Jimeet Modi, CEO, SAMCO Securities, says the reason why small and mid caps have outperformed in last one to two years is that they have been able to deliver higher growth in sales and PAT numbers. 'Because of smaller base, the growth in PAT and EPS gets magnified. However, out of the small and mid cap universe, only 20% have been able to deliver that kind of growth, the rest are still lagging the markets. Another set of stocks that have given phenomenal returns are the turnaround category of stocks. They too have given returns in double and triple digits in the past one year.'
Modi said stocks like Dish TV, Sugar stocks, Allsec Tech, GM Breweries, Cosmo films, EMMBI industries, Sakuma Exports, APL Apollo Tubes have all delivered more than 100% QoQ PAT growth or companies have had a turnaround quarter. 'Stock market rewards these companies handsomely when such kind of growth happens. This kind of growth is obviously not visible in the large cap stocks and they deliver muted returns, although the risk may be far lesser,' he added.

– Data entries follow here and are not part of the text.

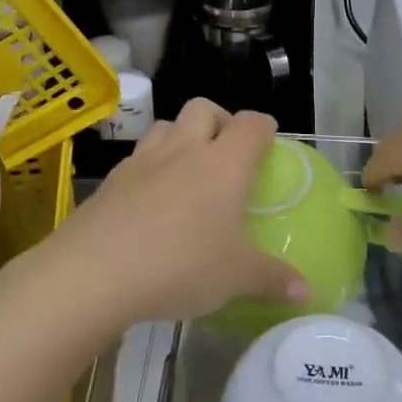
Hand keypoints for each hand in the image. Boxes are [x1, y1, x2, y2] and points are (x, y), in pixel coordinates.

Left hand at [18, 99, 309, 329]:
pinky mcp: (110, 181)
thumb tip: (307, 293)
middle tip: (226, 154)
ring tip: (187, 171)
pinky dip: (150, 167)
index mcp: (224, 164)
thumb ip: (274, 280)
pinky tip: (150, 201)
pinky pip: (137, 158)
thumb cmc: (180, 266)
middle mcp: (184, 150)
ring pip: (165, 126)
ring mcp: (142, 161)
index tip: (269, 142)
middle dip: (219, 121)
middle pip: (204, 108)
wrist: (94, 273)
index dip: (264, 128)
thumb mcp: (236, 278)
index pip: (252, 125)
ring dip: (180, 137)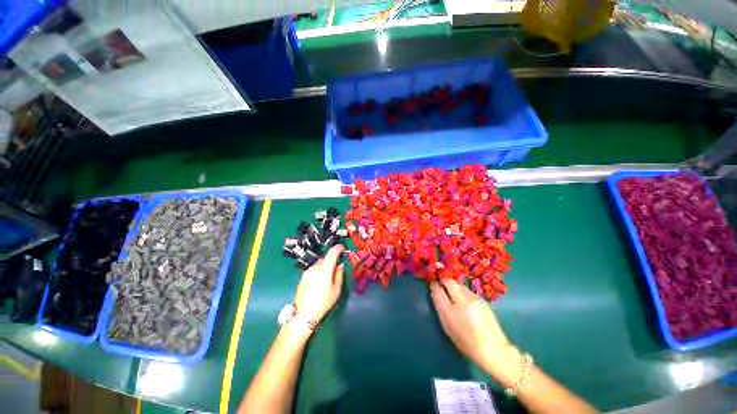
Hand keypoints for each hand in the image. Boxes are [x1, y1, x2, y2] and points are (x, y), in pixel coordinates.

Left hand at [294, 245, 345, 324]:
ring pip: (318, 264)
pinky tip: (319, 283)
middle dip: (331, 260)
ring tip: (327, 278)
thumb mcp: (336, 290)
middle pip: (325, 258)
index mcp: (324, 270)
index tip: (343, 248)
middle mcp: (314, 268)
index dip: (338, 248)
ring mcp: (307, 272)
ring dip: (324, 266)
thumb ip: (339, 275)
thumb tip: (340, 265)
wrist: (303, 315)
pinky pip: (313, 270)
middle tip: (336, 269)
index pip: (331, 253)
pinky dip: (318, 271)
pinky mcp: (302, 277)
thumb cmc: (323, 303)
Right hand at [430, 278, 516, 375]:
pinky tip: (464, 300)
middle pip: (449, 282)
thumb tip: (435, 292)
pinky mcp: (482, 299)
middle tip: (440, 281)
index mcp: (450, 312)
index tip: (432, 282)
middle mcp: (462, 301)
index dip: (433, 284)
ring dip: (453, 286)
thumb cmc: (466, 342)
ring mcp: (474, 299)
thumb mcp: (447, 327)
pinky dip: (462, 292)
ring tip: (452, 292)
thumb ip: (440, 308)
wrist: (493, 349)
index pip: (438, 290)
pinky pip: (467, 290)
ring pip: (459, 285)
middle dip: (443, 279)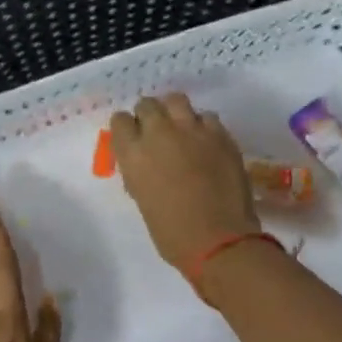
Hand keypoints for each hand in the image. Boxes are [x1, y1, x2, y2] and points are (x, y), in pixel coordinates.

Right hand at [108, 94, 260, 270]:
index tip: (132, 139)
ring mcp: (192, 130)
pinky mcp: (221, 135)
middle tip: (156, 133)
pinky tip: (205, 142)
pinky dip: (202, 126)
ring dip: (174, 112)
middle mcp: (159, 133)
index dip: (127, 129)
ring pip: (177, 100)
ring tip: (180, 129)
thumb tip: (144, 162)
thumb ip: (139, 171)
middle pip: (148, 104)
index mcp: (133, 153)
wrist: (218, 240)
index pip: (120, 121)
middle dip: (149, 115)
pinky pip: (207, 117)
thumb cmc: (171, 232)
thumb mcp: (142, 198)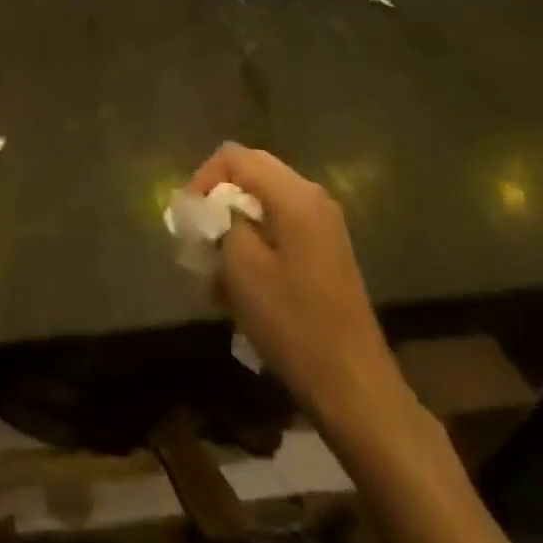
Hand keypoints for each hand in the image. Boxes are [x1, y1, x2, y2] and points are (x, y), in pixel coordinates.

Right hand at [186, 143, 401, 421]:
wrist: (354, 386)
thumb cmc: (293, 322)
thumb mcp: (242, 267)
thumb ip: (221, 221)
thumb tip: (211, 207)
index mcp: (294, 194)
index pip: (234, 156)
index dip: (203, 178)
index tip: (188, 217)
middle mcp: (312, 197)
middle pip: (251, 174)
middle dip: (218, 200)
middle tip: (197, 236)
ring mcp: (323, 225)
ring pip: (264, 204)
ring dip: (234, 226)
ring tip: (214, 268)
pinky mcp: (325, 252)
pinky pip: (280, 228)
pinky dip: (255, 244)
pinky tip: (240, 285)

Brokerage Bonanza Portfolio feels the outperformance of small- and mid-caps stocks is an indicator of risk appetite returning to the markets. 'Rather than an indicator of economic revival, the out-performance of mid-caps and small-caps over their larger peers can be seen as the return of risk appetite in the markets, mainly amongst retail investors. Having said that the rise in mid-cap and small-caps aren't solely driven by sentiments and have fundamentals too in certain cases. For instance, institutional investments in certain pharma stocks have risen considerably after the increase in the weight for the industry in MSCI's indices. Further, the mutual fund industry has also witnessed huge flows in the last 12 months, a good proportion of which should have found their way towards the mid and smallcap segments.'
Against the benchmark
However, picking the right mid and small-cap funds is important because not all of them beat their own benchmarks. In the mid cap fund space, 16 out of the 39 funds lagged their respective benchmark indices in 1-year period. Biggest outperformers include Escorts Leading Sectors Fund, Escorts Growth Fund and Birla Sun Life Pure Value Fund while the worst under performers include IDFC Sterling Equity Fund, ICICI Prudential Midcap Fund and Religare Invesco Mid N Small Cap Fund.
In the three-year time frame, the record was much better with one out of 33 mid cap funds under-performing their respective benchmarks. The biggest out-performers include Birla Sun Life Pure Value Fund, Escorts Leading Sectors Fund and L&T India Value Fund.
In the small cap fund space, nine out of the 20 midcap funds in the one-year period failed to beat respective benchmark returns. The biggest outperformers include Escorts High Yield Equity Fund, SBI Small & Midcap Fund and Sahara Star Value Fund while the worst among laggards include Axis Midcap Fund, DHFL Pramerica Midcap Opportunities Fund and Tata Midcap Growth Fund. In the thee-year period, none of the 18 small cap funds failed to beat their benchmarks with the biggest out performance seen in the likes of DSP BlackRock Micro Cap Fund, Reliance Small Cap Fund and SBI Small & Midcap Fund.